-- Provided records follows --

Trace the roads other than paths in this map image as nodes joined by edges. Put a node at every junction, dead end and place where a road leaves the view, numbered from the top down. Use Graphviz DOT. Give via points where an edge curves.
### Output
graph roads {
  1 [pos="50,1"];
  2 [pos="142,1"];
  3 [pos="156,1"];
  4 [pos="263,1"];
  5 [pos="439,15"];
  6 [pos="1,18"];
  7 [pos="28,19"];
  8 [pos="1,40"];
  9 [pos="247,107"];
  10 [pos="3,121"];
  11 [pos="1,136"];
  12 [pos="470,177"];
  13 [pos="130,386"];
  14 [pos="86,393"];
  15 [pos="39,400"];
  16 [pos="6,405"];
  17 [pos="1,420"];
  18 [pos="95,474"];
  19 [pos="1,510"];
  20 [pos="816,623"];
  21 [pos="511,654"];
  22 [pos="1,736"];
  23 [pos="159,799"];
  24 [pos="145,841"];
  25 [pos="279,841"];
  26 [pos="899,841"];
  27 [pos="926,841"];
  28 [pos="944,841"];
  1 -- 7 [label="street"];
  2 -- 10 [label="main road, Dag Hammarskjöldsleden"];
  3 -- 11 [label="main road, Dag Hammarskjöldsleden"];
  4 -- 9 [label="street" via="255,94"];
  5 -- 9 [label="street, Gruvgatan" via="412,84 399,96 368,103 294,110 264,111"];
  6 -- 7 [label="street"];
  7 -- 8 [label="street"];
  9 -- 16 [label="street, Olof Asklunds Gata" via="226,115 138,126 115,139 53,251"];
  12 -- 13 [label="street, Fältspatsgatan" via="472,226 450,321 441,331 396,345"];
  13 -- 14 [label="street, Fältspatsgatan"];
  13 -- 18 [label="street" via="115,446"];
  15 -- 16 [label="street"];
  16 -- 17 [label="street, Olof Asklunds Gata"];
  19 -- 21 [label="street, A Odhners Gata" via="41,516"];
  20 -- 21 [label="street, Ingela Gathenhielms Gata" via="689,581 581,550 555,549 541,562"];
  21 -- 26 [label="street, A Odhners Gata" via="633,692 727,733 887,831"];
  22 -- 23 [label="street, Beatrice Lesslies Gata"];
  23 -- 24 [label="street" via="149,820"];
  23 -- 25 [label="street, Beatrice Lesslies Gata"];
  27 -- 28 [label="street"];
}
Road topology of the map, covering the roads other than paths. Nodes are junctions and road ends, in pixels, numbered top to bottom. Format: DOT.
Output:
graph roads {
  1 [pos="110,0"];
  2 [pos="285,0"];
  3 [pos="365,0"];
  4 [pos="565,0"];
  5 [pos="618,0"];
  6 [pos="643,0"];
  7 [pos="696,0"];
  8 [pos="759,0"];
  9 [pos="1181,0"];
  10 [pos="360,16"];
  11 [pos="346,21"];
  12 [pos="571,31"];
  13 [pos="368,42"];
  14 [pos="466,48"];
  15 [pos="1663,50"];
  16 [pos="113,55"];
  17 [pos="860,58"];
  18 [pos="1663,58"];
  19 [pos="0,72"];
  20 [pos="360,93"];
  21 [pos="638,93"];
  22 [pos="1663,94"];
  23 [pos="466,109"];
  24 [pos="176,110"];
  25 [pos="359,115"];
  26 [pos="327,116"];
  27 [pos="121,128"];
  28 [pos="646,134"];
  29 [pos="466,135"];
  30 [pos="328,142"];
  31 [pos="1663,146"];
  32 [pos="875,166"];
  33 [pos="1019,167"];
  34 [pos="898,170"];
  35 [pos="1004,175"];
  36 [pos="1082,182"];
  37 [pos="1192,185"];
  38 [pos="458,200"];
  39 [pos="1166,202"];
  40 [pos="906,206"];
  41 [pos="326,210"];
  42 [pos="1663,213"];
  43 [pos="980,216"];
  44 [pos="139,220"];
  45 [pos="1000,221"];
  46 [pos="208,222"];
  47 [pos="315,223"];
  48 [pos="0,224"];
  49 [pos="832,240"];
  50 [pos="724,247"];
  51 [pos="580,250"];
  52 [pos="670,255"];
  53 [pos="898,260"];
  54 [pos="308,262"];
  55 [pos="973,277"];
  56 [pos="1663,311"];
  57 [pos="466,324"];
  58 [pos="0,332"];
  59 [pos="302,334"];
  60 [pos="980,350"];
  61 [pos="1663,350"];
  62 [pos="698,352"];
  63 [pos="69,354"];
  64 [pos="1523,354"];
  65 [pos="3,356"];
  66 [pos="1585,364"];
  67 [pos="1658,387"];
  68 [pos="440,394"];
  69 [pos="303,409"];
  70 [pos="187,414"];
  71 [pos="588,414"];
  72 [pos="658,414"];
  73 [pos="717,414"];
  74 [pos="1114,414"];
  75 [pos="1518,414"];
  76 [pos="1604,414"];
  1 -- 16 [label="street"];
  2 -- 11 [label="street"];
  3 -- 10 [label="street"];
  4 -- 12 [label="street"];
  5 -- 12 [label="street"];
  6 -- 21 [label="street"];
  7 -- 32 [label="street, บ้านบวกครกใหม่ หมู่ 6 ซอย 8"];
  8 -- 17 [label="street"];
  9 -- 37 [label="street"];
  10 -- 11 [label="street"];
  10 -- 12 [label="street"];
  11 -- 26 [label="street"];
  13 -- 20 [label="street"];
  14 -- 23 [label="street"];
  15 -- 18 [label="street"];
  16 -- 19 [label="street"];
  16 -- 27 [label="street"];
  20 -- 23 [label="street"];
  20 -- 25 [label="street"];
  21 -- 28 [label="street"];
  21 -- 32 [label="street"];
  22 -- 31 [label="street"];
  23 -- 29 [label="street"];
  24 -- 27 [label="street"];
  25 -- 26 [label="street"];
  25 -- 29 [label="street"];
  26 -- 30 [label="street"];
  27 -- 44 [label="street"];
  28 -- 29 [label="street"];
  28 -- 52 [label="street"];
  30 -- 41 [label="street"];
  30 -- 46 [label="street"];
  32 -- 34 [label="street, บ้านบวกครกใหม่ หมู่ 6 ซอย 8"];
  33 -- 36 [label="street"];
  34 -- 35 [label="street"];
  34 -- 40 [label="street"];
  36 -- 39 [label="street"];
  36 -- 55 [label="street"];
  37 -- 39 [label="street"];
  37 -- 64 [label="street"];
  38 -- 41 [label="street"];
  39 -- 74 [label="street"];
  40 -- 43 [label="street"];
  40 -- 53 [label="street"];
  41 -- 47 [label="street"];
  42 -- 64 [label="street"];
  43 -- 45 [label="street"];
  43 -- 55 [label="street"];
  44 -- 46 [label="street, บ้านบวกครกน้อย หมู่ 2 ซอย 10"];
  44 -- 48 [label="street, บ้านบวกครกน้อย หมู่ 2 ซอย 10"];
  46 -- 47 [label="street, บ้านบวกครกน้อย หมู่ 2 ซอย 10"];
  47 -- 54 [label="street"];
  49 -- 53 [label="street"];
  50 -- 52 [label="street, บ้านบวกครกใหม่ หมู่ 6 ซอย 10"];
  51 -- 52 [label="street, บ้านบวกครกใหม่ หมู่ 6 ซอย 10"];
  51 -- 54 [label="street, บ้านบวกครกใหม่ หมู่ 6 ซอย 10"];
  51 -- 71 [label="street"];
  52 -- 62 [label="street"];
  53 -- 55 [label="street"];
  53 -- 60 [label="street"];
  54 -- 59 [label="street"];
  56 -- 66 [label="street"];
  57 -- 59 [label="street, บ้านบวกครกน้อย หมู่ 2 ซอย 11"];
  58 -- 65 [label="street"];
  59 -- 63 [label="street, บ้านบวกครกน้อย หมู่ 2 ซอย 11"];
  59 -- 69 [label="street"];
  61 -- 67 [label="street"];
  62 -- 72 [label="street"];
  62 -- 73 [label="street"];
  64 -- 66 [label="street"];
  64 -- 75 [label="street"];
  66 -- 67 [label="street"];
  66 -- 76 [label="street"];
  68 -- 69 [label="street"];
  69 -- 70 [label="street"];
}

-- Provided records concluded --

From the data above, pick out each line containing "Olof" and copy it.

  9 -- 16 [label="street, Olof Asklunds Gata" via="226,115 138,126 115,139 53,251"];
  16 -- 17 [label="street, Olof Asklunds Gata"];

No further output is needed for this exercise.